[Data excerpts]
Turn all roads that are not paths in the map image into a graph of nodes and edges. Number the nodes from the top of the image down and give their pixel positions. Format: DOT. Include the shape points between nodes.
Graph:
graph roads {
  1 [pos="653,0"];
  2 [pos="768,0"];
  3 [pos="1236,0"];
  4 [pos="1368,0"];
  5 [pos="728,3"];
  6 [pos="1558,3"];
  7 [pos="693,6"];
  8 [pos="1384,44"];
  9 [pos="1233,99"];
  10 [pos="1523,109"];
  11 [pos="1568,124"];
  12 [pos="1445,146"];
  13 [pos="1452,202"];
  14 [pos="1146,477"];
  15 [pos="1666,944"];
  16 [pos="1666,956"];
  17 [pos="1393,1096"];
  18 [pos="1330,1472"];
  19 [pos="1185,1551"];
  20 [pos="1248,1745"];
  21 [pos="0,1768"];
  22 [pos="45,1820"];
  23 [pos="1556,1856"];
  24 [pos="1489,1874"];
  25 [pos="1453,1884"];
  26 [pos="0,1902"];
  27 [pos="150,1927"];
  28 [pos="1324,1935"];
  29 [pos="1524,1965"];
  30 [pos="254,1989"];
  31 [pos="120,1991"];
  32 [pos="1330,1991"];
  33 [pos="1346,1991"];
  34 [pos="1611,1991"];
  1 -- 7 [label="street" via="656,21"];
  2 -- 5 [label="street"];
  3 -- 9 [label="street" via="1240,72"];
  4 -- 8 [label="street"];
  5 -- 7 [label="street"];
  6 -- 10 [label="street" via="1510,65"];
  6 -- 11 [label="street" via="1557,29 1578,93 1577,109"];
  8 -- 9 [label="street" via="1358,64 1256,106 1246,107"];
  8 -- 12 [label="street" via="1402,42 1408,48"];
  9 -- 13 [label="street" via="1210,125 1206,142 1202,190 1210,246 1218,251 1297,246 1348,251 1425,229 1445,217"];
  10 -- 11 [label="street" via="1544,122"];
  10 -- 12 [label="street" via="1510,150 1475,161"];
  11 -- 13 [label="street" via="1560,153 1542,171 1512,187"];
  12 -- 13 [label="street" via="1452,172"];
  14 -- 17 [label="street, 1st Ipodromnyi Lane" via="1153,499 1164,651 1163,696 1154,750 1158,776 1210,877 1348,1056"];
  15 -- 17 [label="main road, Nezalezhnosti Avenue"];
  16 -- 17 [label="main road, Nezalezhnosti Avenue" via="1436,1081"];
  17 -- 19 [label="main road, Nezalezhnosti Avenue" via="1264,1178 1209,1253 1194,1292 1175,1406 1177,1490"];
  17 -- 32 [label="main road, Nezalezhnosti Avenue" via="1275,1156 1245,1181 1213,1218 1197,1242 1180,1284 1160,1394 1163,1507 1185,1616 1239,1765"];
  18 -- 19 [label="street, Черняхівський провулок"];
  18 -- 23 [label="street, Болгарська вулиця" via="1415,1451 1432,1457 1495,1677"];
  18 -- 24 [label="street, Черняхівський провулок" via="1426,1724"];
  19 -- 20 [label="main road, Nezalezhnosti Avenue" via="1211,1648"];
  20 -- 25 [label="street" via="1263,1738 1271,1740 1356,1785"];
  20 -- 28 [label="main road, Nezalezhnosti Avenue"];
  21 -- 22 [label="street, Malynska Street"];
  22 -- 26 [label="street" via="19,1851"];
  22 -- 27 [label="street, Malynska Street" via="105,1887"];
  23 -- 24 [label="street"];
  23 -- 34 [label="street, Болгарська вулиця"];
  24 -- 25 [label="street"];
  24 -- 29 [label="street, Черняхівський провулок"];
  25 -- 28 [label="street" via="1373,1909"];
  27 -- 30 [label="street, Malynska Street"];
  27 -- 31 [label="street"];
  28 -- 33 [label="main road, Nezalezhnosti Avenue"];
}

Work instructions: All the entries should be written out again precisely.

Response below:
Turn all roads that are not paths in the map image into a graph of nodes and edges. Number the nodes from the top of the image down and give their pixel positions. Format: DOT. Include the shape points between nodes.
Graph:
graph roads {
  1 [pos="653,0"];
  2 [pos="768,0"];
  3 [pos="1236,0"];
  4 [pos="1368,0"];
  5 [pos="728,3"];
  6 [pos="1558,3"];
  7 [pos="693,6"];
  8 [pos="1384,44"];
  9 [pos="1233,99"];
  10 [pos="1523,109"];
  11 [pos="1568,124"];
  12 [pos="1445,146"];
  13 [pos="1452,202"];
  14 [pos="1146,477"];
  15 [pos="1666,944"];
  16 [pos="1666,956"];
  17 [pos="1393,1096"];
  18 [pos="1330,1472"];
  19 [pos="1185,1551"];
  20 [pos="1248,1745"];
  21 [pos="0,1768"];
  22 [pos="45,1820"];
  23 [pos="1556,1856"];
  24 [pos="1489,1874"];
  25 [pos="1453,1884"];
  26 [pos="0,1902"];
  27 [pos="150,1927"];
  28 [pos="1324,1935"];
  29 [pos="1524,1965"];
  30 [pos="254,1989"];
  31 [pos="120,1991"];
  32 [pos="1330,1991"];
  33 [pos="1346,1991"];
  34 [pos="1611,1991"];
  1 -- 7 [label="street" via="656,21"];
  2 -- 5 [label="street"];
  3 -- 9 [label="street" via="1240,72"];
  4 -- 8 [label="street"];
  5 -- 7 [label="street"];
  6 -- 10 [label="street" via="1510,65"];
  6 -- 11 [label="street" via="1557,29 1578,93 1577,109"];
  8 -- 9 [label="street" via="1358,64 1256,106 1246,107"];
  8 -- 12 [label="street" via="1402,42 1408,48"];
  9 -- 13 [label="street" via="1210,125 1206,142 1202,190 1210,246 1218,251 1297,246 1348,251 1425,229 1445,217"];
  10 -- 11 [label="street" via="1544,122"];
  10 -- 12 [label="street" via="1510,150 1475,161"];
  11 -- 13 [label="street" via="1560,153 1542,171 1512,187"];
  12 -- 13 [label="street" via="1452,172"];
  14 -- 17 [label="street, 1st Ipodromnyi Lane" via="1153,499 1164,651 1163,696 1154,750 1158,776 1210,877 1348,1056"];
  15 -- 17 [label="main road, Nezalezhnosti Avenue"];
  16 -- 17 [label="main road, Nezalezhnosti Avenue" via="1436,1081"];
  17 -- 19 [label="main road, Nezalezhnosti Avenue" via="1264,1178 1209,1253 1194,1292 1175,1406 1177,1490"];
  17 -- 32 [label="main road, Nezalezhnosti Avenue" via="1275,1156 1245,1181 1213,1218 1197,1242 1180,1284 1160,1394 1163,1507 1185,1616 1239,1765"];
  18 -- 19 [label="street, Черняхівський провулок"];
  18 -- 23 [label="street, Болгарська вулиця" via="1415,1451 1432,1457 1495,1677"];
  18 -- 24 [label="street, Черняхівський провулок" via="1426,1724"];
  19 -- 20 [label="main road, Nezalezhnosti Avenue" via="1211,1648"];
  20 -- 25 [label="street" via="1263,1738 1271,1740 1356,1785"];
  20 -- 28 [label="main road, Nezalezhnosti Avenue"];
  21 -- 22 [label="street, Malynska Street"];
  22 -- 26 [label="street" via="19,1851"];
  22 -- 27 [label="street, Malynska Street" via="105,1887"];
  23 -- 24 [label="street"];
  23 -- 34 [label="street, Болгарська вулиця"];
  24 -- 25 [label="street"];
  24 -- 29 [label="street, Черняхівський провулок"];
  25 -- 28 [label="street" via="1373,1909"];
  27 -- 30 [label="street, Malynska Street"];
  27 -- 31 [label="street"];
  28 -- 33 [label="main road, Nezalezhnosti Avenue"];
}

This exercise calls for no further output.